WORK REQUIRED: Read the records beneath this task and copy every line that contains the string "roads".

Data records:

========================================

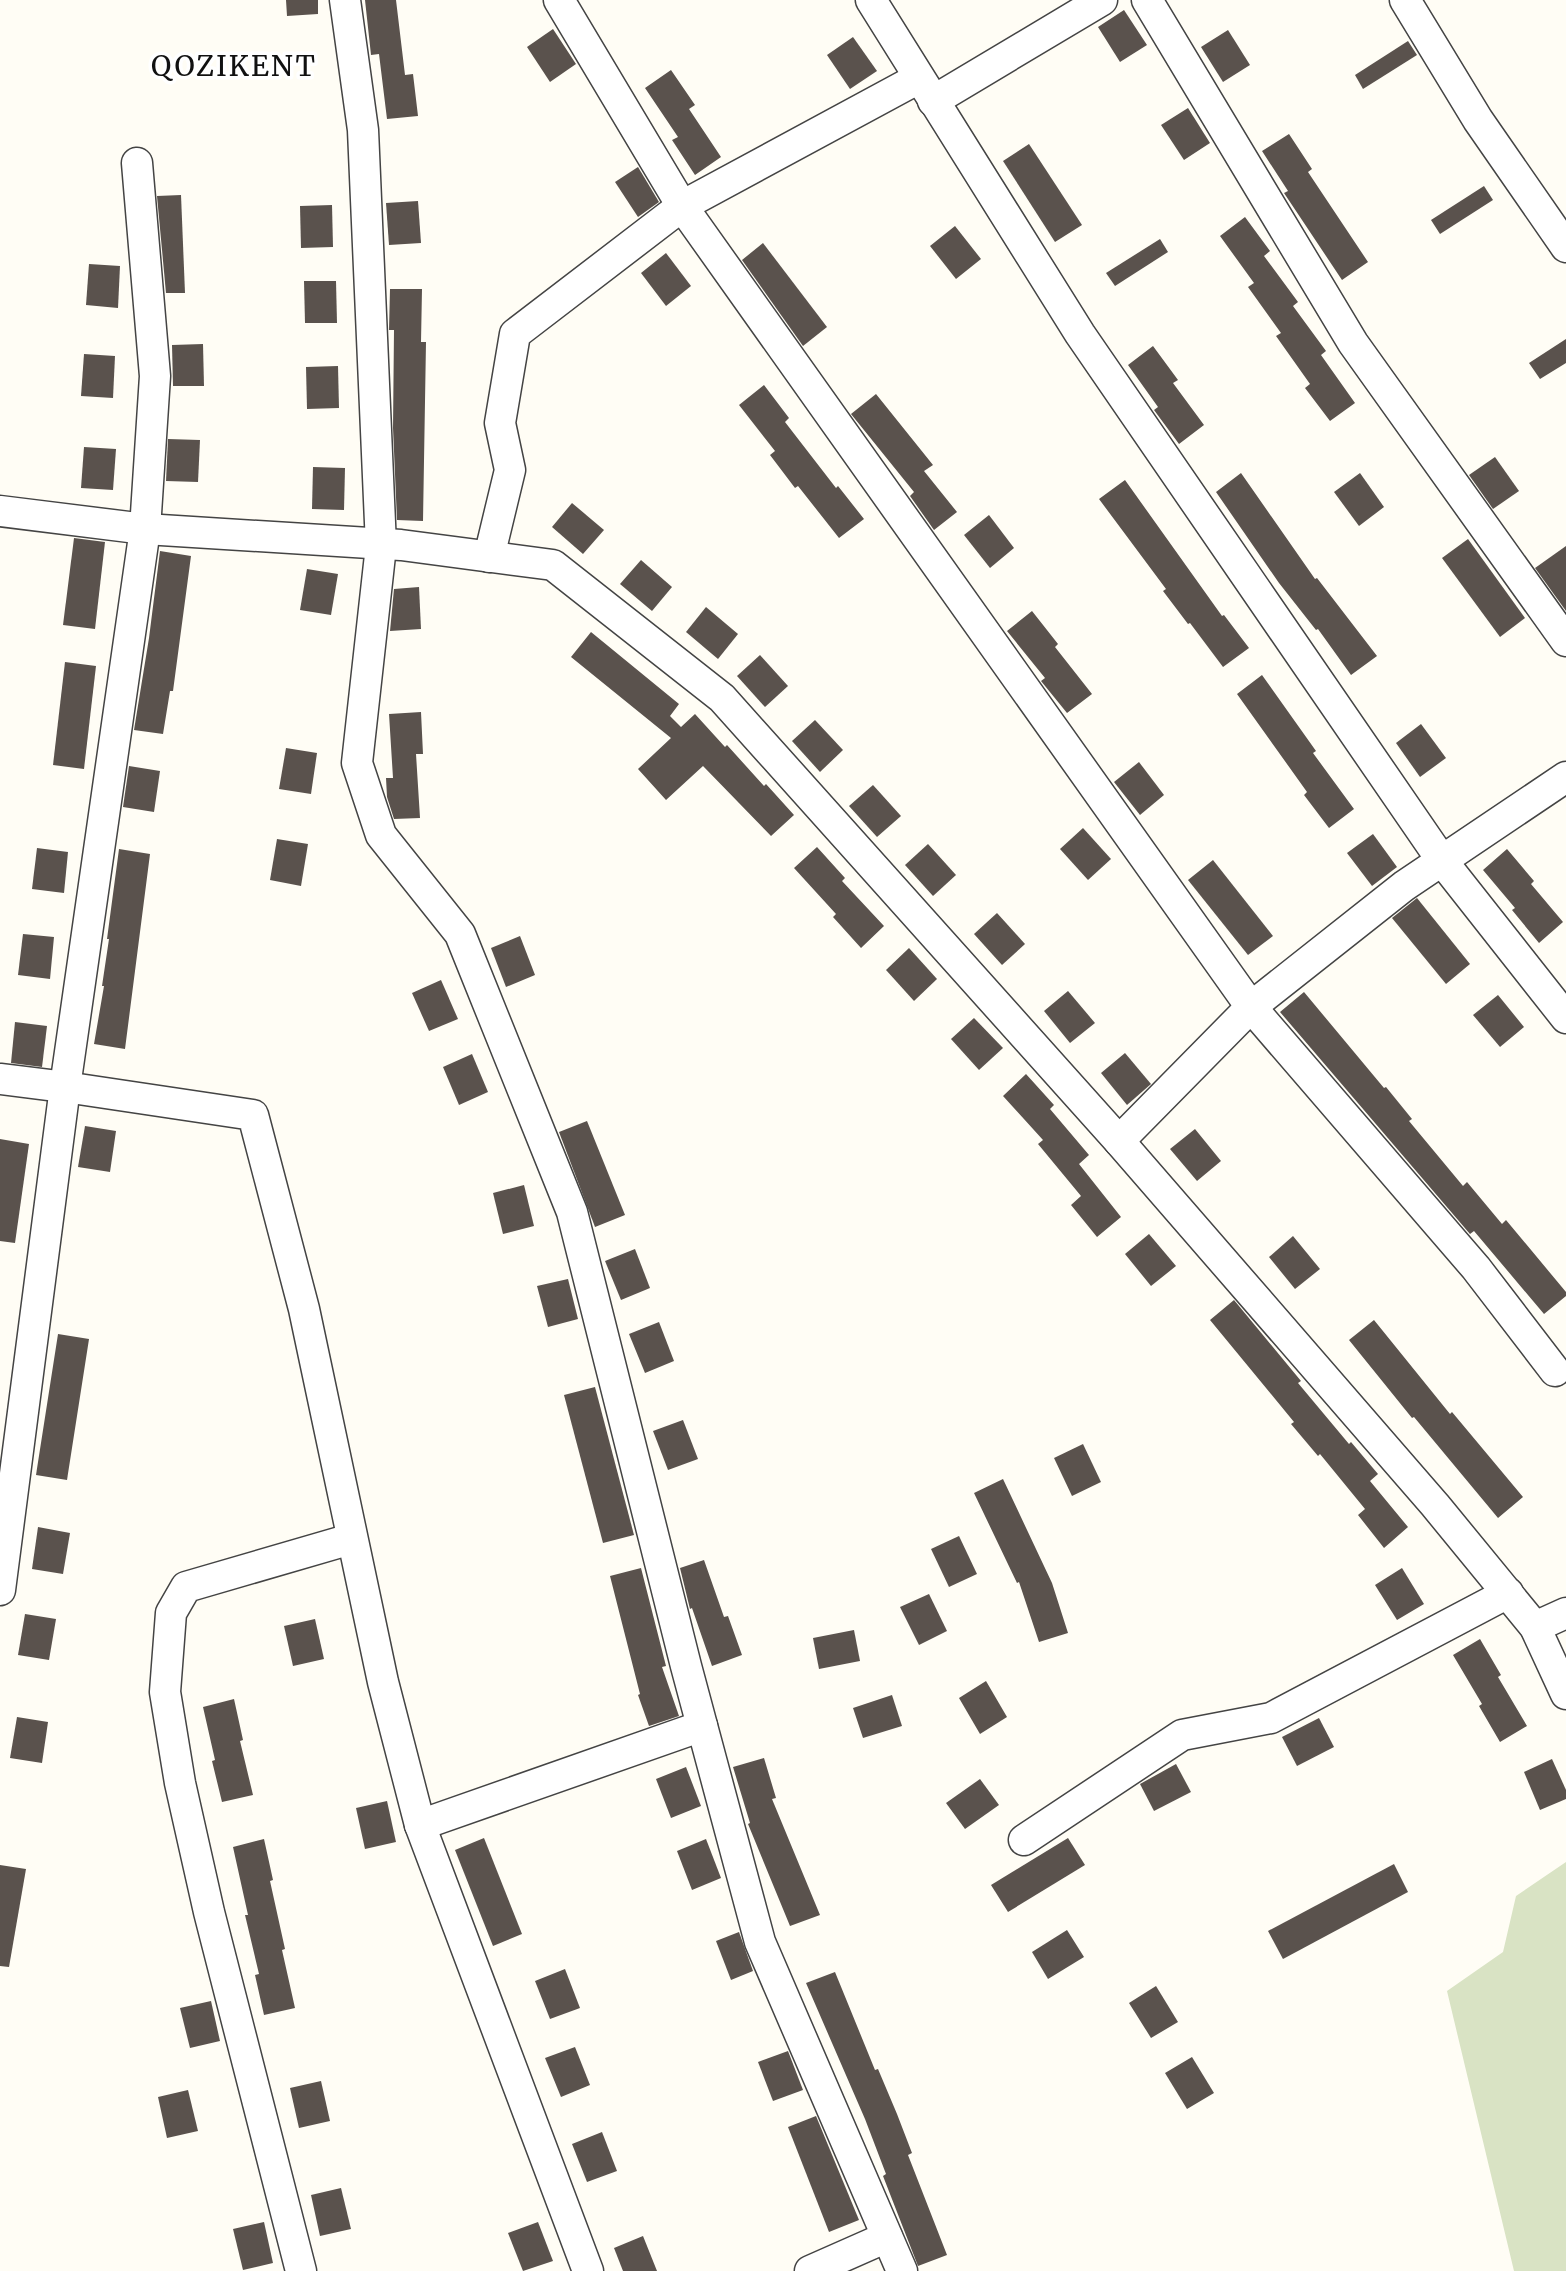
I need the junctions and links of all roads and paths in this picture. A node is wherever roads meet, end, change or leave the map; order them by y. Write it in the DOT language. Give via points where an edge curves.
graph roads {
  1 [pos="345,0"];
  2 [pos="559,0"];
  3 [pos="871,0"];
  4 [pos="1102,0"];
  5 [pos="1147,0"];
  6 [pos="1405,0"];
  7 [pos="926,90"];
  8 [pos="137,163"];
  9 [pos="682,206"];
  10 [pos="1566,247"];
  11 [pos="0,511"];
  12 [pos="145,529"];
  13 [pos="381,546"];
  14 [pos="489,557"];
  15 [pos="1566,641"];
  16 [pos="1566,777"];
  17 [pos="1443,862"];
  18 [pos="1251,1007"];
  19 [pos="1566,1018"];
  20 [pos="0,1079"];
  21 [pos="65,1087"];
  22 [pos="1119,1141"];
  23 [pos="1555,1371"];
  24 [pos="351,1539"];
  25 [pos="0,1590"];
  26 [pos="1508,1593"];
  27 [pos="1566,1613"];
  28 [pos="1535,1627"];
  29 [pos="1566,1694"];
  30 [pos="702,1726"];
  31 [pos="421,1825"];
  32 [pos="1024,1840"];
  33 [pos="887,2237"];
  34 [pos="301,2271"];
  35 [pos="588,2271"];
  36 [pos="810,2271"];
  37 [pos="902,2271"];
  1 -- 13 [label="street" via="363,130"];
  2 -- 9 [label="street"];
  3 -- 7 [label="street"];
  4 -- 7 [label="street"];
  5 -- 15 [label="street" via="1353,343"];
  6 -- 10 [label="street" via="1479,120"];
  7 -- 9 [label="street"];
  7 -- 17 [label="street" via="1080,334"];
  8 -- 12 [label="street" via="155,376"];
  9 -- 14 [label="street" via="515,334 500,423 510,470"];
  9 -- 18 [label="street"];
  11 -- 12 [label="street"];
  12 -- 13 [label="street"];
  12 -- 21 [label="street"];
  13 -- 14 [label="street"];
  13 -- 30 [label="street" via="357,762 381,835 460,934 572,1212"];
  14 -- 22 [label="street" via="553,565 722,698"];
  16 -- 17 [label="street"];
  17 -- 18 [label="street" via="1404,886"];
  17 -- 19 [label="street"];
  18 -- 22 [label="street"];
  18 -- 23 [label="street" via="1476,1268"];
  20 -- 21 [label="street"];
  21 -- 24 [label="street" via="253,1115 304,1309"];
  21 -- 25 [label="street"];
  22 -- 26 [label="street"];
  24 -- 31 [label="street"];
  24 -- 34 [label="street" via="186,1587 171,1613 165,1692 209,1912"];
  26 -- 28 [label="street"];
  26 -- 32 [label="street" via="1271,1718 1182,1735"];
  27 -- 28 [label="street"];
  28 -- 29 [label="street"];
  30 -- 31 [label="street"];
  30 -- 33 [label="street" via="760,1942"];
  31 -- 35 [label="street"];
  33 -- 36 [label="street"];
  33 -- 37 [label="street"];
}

========================================

ANSWER BELOW:
I need the junctions and links of all roads and paths in this picture. A node is wherever roads meet, end, change or leave the map; order them by y. Write it in the DOT language. Give via points where an edge curves.
graph roads {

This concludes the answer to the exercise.